Thank you very much for your very detail and useful comments!
I read your comment, I agree most of your advice:)

Attached patch is fixed for your comment. That are...
- Remove redundant long-option.
- We can use "--gaussian=NUM -S" or "--gaussian=NUMN -N" options.
- Add sentence in document
- Separate two random generate function which are uniform and gaussian.
- getGaussianrand() is created.
- Fix ranged random number more strictly, ex. (0,1) or [0,1).
- Please see comment of source code in detail:).
- Fix typo.
- Use cos() and sin() function when we generate gaussian random number.
- Add fast sqrt calculation algorithm.
- Reuse sqrt result and pre generate random number for reducing calculation cost.
- Experience of this method is under following. It will be little-bit faster
than non-reuse method. And distribution of gaussian is still good.

* Settings
shared_buffers = 1024MB

* Test script
pgbench -i -s 1
pgbench --gaussian=2 -T 30 -S -c8 -j4 -n
pgbench --gaussian=2 -T 30 -S -c8 -j4 -n
pgbench --gaussian=2 -T 30 -S -c8 -j4 -n

* Result
method | try1 | try2 | try3 |
--------------------------------------------|
reuse method | 44189 | 44453 | 44013 |
non-reuse method | 43567 | 43635 | 43508 |

(2014/02/09 21:32), Fabien COELHO wrote:

This is a valuable contribution to enable pgbench to generate more realistic
loads, which is seldom uniform in practice.

Thanks!

However, ISTM that other distributions such an exponantial one would make
more sense,

I can easy to create exponential distribution. Here, I assume exponential
distribution that is f(x) = lambda * exp^(-lambda * x) in general.
What do you think under following interface?

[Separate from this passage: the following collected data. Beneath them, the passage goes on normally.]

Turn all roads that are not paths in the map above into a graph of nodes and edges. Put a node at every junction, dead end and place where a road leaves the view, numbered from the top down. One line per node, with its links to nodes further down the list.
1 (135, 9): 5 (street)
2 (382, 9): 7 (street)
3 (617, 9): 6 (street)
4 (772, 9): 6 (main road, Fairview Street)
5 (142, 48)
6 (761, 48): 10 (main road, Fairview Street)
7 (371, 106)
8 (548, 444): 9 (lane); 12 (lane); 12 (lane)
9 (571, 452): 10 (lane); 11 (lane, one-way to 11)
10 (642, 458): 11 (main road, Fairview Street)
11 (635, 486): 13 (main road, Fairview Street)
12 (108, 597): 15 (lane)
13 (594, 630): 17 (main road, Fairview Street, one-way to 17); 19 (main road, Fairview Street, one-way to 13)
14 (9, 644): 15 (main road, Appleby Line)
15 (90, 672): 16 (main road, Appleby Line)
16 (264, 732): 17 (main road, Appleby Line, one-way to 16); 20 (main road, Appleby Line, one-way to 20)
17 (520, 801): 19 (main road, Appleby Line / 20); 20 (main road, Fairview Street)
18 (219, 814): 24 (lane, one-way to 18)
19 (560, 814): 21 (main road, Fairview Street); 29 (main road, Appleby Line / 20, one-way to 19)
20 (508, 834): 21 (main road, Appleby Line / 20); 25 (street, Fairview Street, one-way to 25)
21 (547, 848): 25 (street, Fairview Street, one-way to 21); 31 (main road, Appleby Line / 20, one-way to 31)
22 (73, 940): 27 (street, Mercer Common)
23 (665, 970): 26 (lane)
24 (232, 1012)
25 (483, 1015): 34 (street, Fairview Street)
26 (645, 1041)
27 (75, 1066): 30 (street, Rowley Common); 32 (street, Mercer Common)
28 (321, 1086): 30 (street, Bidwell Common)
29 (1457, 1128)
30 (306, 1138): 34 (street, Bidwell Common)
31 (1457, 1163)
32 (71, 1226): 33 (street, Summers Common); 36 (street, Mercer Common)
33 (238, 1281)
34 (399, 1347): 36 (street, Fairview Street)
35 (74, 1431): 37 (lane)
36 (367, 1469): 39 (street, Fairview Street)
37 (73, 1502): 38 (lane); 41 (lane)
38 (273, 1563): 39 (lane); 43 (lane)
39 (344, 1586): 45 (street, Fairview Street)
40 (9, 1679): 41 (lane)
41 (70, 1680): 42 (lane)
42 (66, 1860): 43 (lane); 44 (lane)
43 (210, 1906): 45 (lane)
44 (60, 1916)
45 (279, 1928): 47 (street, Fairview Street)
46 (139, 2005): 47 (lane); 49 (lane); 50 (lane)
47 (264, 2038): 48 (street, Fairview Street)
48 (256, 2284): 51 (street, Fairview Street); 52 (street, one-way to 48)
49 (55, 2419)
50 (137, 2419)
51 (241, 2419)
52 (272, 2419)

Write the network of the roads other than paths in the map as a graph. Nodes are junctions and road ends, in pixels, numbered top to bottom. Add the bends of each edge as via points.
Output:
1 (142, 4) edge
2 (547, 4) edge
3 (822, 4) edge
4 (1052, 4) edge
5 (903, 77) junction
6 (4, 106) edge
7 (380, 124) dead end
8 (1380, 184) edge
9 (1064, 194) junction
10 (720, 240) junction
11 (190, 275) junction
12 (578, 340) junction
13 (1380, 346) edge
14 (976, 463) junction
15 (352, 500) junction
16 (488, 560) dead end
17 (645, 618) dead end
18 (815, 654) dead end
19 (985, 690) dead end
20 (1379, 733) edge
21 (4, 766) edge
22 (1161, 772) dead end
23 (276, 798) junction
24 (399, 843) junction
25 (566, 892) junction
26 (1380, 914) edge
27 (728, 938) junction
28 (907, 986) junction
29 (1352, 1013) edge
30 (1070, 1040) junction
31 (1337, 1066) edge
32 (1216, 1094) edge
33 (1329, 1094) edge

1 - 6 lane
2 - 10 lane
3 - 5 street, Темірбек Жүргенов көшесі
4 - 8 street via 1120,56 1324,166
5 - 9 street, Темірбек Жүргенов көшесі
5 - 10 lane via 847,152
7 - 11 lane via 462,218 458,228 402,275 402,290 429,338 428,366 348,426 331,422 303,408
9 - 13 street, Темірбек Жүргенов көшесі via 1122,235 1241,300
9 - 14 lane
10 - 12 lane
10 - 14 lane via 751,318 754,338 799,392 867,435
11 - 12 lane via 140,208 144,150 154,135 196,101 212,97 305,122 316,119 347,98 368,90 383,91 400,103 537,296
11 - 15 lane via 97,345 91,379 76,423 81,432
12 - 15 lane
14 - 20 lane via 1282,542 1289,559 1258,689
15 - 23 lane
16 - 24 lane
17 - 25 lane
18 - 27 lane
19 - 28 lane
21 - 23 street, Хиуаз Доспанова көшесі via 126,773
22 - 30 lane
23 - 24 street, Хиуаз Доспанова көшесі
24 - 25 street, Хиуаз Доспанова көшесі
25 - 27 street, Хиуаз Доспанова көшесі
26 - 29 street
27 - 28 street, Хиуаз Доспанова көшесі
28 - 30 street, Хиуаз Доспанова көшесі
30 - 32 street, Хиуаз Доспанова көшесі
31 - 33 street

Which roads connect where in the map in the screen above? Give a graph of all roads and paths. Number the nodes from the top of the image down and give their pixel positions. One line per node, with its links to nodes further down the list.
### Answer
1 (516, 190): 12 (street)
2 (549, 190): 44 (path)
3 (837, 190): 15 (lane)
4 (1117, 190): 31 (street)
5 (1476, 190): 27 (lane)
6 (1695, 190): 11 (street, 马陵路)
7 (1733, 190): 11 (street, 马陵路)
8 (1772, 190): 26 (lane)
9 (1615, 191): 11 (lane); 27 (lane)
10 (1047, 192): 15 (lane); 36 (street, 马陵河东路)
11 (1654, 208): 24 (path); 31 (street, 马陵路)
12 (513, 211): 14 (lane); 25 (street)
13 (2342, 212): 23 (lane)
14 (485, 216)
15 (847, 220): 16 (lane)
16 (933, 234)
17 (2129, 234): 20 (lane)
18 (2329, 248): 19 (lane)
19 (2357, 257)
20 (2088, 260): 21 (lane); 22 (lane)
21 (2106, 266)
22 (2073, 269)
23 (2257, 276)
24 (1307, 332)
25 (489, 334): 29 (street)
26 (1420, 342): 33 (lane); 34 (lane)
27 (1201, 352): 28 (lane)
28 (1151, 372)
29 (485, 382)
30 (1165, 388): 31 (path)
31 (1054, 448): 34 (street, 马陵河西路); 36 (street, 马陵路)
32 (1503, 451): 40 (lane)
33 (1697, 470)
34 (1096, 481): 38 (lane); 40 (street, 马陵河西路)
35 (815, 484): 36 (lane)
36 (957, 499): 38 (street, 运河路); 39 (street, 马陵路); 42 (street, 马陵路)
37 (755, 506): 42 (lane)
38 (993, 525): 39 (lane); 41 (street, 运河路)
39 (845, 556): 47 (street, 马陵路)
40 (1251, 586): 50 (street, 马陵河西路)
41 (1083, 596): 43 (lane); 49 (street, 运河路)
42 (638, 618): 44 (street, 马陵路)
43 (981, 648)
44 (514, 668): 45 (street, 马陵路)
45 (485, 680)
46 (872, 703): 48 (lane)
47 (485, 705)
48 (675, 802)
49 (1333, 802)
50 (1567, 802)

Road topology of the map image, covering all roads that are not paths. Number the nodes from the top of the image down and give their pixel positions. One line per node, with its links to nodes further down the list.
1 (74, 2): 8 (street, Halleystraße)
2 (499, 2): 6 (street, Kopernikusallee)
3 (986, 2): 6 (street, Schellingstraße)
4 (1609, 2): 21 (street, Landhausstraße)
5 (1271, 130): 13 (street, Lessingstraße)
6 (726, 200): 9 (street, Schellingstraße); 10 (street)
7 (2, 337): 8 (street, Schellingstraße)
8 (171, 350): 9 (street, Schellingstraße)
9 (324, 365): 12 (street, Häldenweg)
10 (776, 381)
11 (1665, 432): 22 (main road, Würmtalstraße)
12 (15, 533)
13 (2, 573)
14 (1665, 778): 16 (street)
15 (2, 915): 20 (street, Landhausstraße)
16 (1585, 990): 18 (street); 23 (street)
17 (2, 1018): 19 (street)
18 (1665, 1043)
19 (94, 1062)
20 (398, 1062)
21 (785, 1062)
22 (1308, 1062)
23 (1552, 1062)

custom script: \setexp [varname] min max threshold
command : --exponential=NUM(threshold)

I don't want to use lambda variable for simple implementation. So lambda is
always 1. Because it can enough to control distribution by threshold. Threshold
parameter is f(x) value. And using created distribution projects to 'aid' by same
method. If you think OK, I will impliment under followings tomorrow, and also
create parseing part of this function...

do
{
rand = 1.0 - pg_erand48(thread->random_state);
rand = -log(rand);
}while( rand > exp_threshold)

return rand / exp_threshold;

and also the values should be further randomized so that
neighboring values are not more likely to be drawn. The latest point is non
trivial.

That's right, but I worry about gaussian randomness and benchmark reproducibility
might be disappeared when we re-randomized access pattern, because Postgres
storage method manages records by each pages and it is difficult to realize
access randomness in whole pages, not record. If we solve this problem, we have
to need algorithm for smart shuffule projection function that is still having
gaussian randomized. I think it will be difficult, and it have to impement in
another patch in the future.

* Mathematical soundness

We want to derive a discrete normal distribution from a uniform one.
Well, normal distributions are for continuous variables... Anyway, this is
done by computing a continuous normal distribution which is then projected
onto integers. I'm basically fine with that.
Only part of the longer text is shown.